Ukrainian Futurism in the East Village

Like each of our hotels, The Standard, East Village is deeply attuned to its neighborhood, drawing energy and inspiration from Cooper Square’s colorful cast of characters. This year, Ukrainian Village’s rich traditions have stood front and center. As we witness the Ukrainian people’s spirit and resilience amid war with Russia, the international outpouring of support has hit close to home. To stand in solidarity with our neighbors and friends in the community, we started speaking to Ukrainian creators with unique points of view—enter WAONE, whose new mural at the hotel debuts Tuesday, August 2 from 6:30-8:30 p.m.  

WAONE is an artist who began his career in 1999, tagging corners of Kyiv with the Ingenious Kids crew. From there, WAONE (an alias for Vladimir Manzhos) began creating public murals with his creative partner, Aec. The duo quickly gained renown for their surrealist influences, fantastical stories and monumental forms wherever their work cropped up. The team assumed the name Interesni Kazki, or “Interesting Fairy Tales,” and created art across the globe: Australia, Mexico, San Francisco, Moscow and beyond.

The artist’s new mural at The Standard, East Village was created to celebrate Ukrainian identity. 

“Before the pandemic and before the war I traveled all over the world to paint large mural works,” WAONE told The Standard. “Most of the murals I created fit to the place/surroundings and were inspired by the local cultural specificities. This time I don’t need to make cultural research because I am working on a piece that aims to represent the Ukrainian spirit. It is also so significant for me that this work will be shown in the East Village, near the heart of Ukrainian American culture.”

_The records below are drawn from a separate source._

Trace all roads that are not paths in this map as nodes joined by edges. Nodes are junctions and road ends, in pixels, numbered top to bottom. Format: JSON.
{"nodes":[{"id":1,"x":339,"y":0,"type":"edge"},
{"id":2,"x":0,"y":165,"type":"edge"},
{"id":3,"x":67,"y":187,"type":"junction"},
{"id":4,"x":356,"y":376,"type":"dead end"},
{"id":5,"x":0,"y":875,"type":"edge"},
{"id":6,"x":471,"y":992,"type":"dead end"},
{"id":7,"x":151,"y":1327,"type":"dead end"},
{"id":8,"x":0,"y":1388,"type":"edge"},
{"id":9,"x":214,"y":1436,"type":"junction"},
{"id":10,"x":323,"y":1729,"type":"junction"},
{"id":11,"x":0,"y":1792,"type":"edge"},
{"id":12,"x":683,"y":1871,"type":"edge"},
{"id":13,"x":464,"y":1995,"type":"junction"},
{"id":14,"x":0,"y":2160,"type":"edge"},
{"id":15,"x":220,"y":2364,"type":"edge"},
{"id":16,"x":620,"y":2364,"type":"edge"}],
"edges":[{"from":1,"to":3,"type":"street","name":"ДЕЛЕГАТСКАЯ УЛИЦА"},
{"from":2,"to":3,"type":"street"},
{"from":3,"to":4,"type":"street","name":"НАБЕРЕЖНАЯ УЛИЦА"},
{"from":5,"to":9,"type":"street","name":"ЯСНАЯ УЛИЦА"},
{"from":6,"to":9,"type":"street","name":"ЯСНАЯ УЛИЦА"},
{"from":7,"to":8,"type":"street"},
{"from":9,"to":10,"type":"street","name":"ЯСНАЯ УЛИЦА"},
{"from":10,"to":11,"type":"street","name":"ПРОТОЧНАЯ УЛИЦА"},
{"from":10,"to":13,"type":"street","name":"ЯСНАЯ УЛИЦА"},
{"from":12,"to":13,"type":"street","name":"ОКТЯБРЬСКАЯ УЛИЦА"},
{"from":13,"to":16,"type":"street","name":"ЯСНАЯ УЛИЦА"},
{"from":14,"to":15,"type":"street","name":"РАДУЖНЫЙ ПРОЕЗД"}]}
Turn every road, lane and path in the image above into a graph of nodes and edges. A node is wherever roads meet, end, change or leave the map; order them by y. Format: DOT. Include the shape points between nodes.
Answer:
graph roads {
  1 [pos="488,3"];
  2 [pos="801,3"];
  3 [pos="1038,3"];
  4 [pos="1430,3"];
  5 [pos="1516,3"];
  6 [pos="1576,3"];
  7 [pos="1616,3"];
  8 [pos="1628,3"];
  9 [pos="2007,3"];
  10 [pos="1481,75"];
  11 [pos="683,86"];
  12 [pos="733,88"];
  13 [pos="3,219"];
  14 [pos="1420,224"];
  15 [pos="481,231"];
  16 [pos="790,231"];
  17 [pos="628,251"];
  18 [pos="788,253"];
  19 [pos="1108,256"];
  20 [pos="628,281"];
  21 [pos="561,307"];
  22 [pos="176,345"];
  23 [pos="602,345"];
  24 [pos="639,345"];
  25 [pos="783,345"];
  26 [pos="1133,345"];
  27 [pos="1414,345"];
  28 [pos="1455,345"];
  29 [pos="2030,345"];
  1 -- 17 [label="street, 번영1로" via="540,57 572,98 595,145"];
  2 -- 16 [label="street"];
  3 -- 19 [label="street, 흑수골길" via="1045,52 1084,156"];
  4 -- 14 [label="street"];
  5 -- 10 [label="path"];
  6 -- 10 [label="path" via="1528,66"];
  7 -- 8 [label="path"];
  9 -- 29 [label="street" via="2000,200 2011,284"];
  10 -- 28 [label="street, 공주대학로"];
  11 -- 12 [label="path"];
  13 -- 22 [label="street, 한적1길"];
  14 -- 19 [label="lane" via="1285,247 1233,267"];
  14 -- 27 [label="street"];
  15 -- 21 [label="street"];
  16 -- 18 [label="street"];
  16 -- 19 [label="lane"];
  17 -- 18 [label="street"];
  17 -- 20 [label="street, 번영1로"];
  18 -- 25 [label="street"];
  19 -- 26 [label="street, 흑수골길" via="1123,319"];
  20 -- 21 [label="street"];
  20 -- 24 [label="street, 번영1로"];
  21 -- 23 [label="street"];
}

WAONE’s influences draw on Ukrainian traditions: His father’s Orthodox icons and other mythic symbols of his home country. He also explores Russian figuration of 1920s, Post-Soviet hip-hop culture, Soviet tradition of book illustrations, and more. Yet his art pushes those visual ideas into cosmic places, marrying the divine with fantasy, imagination and greater questions of human existence.

Proceeds from the unveiling will benefit to The Ukrainian Museum and Palianytsia, a Ukrainian charity initiative based in Lviv, Ukraine which helps refugees and war victims.